2. September 2016, Kulturbahnhof (KuBa) Jülich

Das 60-jährige Jubiläum stand im Mittelpunkt der siebten "Kleinen Nacht der Wissenschaft" 2016. Moderator Volker Uerlings konnte vier Talkgäste aus dem Forschungszentrum auf dem Podium begrüßen: Der Stellvertretende Vorstandsvorsitzende Karsten Beneke blickte im Gespräch mit Uerlings zurück auf 60 Jahre bewegte Geschichte – und umriss die Strategie, nach der das Forschungszentrum in den kommenden Jahren erfolgreich arbeiten will. Prof. Bernd-A. Rusinek leitet seit 2007 das Vorstandsarchiv. Am Freitag gab der Historiker – "das Gedächtnis von Jülich" – Einblick in seine Arbeit. In einer weiteren Talkrunde berichtete Dr. Estela Suarez vom Jülich Supercomputing Centre (JSC) über das Projekt DEEP-ER, das sie koordiniert. Gemeinsam mit ihren Partnern entwickelt die Spanierin eine neue und innovative Art von Supercomputer. Die Netzhaut ist ein verschlungenes Netzwerk von aus Nervenfasern und -zellen. Prof. Frank Müller vom Institute of Complex Systems erläuterte in der letzten Gesprächsrunde, wie dieses Netzwerk entschlüsselt werden soll und damit auch Sehhilfen für Blinde verbessert werden können. Im zweiten Teil der „Kleinen Nacht der Wissenschaft“ zeigte das Forschungszentrum historisches Filmmaterial.

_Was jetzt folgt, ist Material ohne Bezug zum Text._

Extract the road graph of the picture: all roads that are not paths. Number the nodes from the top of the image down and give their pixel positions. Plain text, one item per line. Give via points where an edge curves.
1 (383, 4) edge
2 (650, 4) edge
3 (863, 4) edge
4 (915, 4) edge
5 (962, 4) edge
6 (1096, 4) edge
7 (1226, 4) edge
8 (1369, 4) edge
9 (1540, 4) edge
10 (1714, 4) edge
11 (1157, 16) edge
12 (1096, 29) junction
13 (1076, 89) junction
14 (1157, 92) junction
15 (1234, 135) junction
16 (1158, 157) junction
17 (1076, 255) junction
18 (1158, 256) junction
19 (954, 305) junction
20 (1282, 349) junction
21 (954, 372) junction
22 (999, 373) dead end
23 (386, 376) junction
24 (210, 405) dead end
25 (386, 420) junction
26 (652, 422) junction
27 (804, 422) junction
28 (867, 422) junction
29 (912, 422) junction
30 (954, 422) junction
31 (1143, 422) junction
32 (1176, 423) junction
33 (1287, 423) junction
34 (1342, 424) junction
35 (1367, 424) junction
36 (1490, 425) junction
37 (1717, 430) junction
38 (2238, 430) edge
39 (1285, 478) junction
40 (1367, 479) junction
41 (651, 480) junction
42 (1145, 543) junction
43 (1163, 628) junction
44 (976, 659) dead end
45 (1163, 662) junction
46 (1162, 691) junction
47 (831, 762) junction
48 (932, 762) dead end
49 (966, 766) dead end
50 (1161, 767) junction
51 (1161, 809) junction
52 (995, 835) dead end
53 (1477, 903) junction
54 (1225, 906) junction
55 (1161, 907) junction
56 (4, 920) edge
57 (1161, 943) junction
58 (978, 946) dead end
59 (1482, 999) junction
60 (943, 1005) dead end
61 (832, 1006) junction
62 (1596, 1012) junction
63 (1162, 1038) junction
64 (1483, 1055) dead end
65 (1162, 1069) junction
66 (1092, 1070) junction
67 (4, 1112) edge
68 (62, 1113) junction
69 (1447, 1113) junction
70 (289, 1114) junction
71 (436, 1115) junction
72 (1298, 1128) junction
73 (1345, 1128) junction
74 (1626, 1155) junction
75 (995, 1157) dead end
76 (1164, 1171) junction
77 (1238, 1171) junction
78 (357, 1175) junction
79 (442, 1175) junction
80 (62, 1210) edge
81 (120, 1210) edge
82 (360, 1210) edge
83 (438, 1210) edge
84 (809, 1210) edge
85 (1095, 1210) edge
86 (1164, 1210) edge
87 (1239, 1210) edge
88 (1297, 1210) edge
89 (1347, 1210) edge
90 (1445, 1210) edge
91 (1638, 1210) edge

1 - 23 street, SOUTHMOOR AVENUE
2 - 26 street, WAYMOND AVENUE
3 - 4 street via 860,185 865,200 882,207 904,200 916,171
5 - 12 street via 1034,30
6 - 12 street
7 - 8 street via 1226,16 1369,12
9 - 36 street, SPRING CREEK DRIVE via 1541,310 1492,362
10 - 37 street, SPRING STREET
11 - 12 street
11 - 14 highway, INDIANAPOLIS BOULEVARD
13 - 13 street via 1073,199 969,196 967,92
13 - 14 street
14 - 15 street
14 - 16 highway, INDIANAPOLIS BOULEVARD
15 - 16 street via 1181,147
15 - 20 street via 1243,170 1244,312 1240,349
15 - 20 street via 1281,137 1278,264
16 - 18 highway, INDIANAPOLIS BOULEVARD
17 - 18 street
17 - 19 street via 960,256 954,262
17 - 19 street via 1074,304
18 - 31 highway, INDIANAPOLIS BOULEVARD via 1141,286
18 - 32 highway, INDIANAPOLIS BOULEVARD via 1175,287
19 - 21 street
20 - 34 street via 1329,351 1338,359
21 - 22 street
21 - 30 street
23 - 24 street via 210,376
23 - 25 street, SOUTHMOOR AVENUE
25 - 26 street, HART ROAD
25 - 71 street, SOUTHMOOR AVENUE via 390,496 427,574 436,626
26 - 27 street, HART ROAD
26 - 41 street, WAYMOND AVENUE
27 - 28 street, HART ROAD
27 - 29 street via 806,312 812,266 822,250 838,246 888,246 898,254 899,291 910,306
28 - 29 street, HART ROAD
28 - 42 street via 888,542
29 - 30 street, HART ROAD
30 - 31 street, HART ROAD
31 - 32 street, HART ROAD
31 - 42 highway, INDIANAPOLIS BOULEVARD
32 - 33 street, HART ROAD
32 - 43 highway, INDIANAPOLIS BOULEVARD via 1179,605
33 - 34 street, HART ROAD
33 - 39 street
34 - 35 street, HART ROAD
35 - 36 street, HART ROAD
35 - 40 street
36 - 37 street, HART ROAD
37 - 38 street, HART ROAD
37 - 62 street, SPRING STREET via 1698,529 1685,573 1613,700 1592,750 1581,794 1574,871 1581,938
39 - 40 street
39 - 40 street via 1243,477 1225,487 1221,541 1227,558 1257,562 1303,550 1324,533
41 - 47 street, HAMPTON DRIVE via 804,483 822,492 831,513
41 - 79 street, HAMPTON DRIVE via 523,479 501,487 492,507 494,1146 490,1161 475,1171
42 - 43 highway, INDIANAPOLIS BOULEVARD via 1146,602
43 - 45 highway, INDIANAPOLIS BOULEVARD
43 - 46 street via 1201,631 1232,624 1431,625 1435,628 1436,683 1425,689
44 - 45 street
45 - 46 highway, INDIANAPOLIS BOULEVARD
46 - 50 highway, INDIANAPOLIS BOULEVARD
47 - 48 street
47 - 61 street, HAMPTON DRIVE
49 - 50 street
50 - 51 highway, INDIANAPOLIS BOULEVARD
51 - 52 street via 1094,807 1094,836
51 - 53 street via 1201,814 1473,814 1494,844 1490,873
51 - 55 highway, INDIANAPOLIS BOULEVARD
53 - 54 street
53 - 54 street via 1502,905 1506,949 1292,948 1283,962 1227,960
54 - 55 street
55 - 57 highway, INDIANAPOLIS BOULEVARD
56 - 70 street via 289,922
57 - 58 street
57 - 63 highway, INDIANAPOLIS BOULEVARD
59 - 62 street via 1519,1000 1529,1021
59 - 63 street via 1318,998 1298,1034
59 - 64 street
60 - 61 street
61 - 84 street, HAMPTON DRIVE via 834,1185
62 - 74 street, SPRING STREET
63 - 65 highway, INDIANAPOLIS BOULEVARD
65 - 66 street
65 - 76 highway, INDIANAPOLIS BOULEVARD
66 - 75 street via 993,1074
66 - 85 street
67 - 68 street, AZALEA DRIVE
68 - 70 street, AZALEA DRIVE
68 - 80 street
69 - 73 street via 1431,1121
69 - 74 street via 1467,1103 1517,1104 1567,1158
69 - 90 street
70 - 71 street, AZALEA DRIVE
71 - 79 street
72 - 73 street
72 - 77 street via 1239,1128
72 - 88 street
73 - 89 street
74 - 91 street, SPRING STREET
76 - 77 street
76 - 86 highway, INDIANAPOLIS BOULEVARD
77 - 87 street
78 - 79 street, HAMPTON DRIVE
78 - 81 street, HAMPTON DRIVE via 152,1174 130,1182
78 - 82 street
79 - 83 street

Gruppenbild der Podiumsgäste und des Moderators Volker Uerlings am Kulturbahnhof Jülich

Volker Uerlings und Podiumsgäste

Volker Uerlings (links) und Karsten Beneke

Karsten Beneke erläutert die Strategie

Volker Uerlings und Bernd Rusinek auf dem Podium

Prof. Bernd-A. Rusinek zur 60-jährigen Geschichte

Dr Estela Suarez, Volker Uerlings und Bernd Rusinek auf dem Podium. Im Hintergrund ist ein historisches Bild vom Aufbau eines Supercomputers zu sehen.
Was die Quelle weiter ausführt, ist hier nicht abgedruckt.